The input:
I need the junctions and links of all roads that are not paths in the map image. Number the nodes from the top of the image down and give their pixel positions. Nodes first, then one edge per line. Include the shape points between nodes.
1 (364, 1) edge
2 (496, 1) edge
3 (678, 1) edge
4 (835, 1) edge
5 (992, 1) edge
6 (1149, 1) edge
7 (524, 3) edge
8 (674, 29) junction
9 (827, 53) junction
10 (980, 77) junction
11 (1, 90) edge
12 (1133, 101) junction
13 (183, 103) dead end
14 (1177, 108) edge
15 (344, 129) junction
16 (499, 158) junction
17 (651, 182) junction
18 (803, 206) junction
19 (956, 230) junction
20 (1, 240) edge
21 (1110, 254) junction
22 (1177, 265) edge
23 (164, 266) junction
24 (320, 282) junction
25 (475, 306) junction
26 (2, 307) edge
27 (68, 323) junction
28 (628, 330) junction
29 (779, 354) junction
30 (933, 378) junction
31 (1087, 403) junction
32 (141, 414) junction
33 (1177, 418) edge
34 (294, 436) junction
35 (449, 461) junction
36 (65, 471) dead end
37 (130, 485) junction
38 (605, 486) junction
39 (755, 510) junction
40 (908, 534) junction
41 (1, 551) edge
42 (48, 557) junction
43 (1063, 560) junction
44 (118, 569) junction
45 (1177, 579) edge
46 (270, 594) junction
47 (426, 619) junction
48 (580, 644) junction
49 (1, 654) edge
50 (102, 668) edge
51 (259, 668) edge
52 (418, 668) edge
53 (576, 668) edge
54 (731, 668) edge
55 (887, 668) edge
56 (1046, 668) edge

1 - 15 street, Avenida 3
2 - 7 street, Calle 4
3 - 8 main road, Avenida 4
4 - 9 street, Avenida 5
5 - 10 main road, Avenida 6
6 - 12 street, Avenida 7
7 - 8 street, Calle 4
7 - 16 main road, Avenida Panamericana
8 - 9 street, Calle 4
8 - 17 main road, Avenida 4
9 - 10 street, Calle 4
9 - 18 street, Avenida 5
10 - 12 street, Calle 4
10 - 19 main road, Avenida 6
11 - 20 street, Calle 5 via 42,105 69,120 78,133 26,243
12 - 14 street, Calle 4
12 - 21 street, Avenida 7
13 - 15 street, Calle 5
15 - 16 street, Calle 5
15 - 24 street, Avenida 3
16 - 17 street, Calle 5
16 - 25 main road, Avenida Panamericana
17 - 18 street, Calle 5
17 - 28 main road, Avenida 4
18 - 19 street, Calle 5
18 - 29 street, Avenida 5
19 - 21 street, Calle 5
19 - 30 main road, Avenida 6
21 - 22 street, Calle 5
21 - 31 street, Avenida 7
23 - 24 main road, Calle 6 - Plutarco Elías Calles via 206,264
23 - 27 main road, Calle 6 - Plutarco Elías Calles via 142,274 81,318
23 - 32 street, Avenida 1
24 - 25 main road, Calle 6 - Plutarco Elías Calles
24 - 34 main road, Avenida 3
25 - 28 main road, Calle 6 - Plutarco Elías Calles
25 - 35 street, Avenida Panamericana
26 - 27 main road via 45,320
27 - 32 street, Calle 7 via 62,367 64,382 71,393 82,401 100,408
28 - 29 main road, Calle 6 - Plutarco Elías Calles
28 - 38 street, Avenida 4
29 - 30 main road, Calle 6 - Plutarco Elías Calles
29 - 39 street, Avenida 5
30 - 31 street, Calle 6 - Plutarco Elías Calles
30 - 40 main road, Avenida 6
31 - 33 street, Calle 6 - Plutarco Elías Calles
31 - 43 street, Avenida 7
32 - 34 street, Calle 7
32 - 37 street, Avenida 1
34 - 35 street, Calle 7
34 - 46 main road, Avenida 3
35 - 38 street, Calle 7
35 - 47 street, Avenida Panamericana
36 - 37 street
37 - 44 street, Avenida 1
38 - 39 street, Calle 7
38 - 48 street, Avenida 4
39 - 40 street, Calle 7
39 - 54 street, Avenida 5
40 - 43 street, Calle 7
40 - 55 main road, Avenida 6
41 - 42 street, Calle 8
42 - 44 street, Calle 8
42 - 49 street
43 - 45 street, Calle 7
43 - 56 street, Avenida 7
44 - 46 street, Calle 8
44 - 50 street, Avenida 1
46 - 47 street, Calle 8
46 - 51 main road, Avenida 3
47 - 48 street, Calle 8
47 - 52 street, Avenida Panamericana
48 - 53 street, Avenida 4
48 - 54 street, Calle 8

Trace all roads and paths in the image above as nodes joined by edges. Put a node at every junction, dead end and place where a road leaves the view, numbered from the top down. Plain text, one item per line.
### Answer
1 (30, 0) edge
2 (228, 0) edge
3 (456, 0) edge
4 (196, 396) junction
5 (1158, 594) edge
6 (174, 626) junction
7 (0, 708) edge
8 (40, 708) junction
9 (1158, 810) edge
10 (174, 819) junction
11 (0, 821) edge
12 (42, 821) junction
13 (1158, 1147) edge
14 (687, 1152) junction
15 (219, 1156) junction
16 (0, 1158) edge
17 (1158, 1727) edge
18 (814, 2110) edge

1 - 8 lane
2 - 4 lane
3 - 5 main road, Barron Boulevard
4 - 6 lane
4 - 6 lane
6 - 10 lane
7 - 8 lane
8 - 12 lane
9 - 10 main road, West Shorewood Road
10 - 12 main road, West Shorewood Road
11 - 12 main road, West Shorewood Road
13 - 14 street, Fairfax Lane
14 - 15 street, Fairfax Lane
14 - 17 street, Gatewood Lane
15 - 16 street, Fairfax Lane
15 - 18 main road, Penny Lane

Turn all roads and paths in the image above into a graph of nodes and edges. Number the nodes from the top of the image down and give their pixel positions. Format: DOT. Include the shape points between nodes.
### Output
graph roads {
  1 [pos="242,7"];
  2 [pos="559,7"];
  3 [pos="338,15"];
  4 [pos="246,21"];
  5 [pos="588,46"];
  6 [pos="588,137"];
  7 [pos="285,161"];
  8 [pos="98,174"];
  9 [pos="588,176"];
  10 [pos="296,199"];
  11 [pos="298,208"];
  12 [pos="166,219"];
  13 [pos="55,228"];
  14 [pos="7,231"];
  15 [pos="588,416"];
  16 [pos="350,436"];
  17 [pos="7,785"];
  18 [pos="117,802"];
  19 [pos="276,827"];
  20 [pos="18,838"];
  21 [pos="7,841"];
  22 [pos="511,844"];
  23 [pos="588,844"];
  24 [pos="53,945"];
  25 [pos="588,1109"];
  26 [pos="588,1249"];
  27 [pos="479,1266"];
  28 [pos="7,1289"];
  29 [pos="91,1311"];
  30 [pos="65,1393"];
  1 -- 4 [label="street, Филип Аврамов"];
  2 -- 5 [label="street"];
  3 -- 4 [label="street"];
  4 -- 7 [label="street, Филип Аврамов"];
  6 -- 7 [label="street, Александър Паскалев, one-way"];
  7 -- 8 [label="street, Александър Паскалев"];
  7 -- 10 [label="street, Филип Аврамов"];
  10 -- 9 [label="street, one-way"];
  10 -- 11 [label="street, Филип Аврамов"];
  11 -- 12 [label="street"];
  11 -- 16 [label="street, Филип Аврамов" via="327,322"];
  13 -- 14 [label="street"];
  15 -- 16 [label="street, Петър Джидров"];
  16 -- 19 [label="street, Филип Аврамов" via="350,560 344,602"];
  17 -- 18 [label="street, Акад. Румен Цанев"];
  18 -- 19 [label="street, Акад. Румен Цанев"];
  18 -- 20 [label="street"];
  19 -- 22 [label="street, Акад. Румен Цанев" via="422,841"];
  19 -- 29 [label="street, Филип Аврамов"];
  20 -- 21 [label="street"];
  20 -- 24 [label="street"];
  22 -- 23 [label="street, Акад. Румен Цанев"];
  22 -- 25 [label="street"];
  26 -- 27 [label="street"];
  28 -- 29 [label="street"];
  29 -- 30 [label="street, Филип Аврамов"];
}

Task directions: Show every line from the listing that contains "Акад".

Exercise output:
  17 -- 18 [label="street, Акад. Румен Цанев"];
  18 -- 19 [label="street, Акад. Румен Цанев"];
  19 -- 22 [label="street, Акад. Румен Цанев" via="422,841"];
  22 -- 23 [label="street, Акад. Румен Цанев"];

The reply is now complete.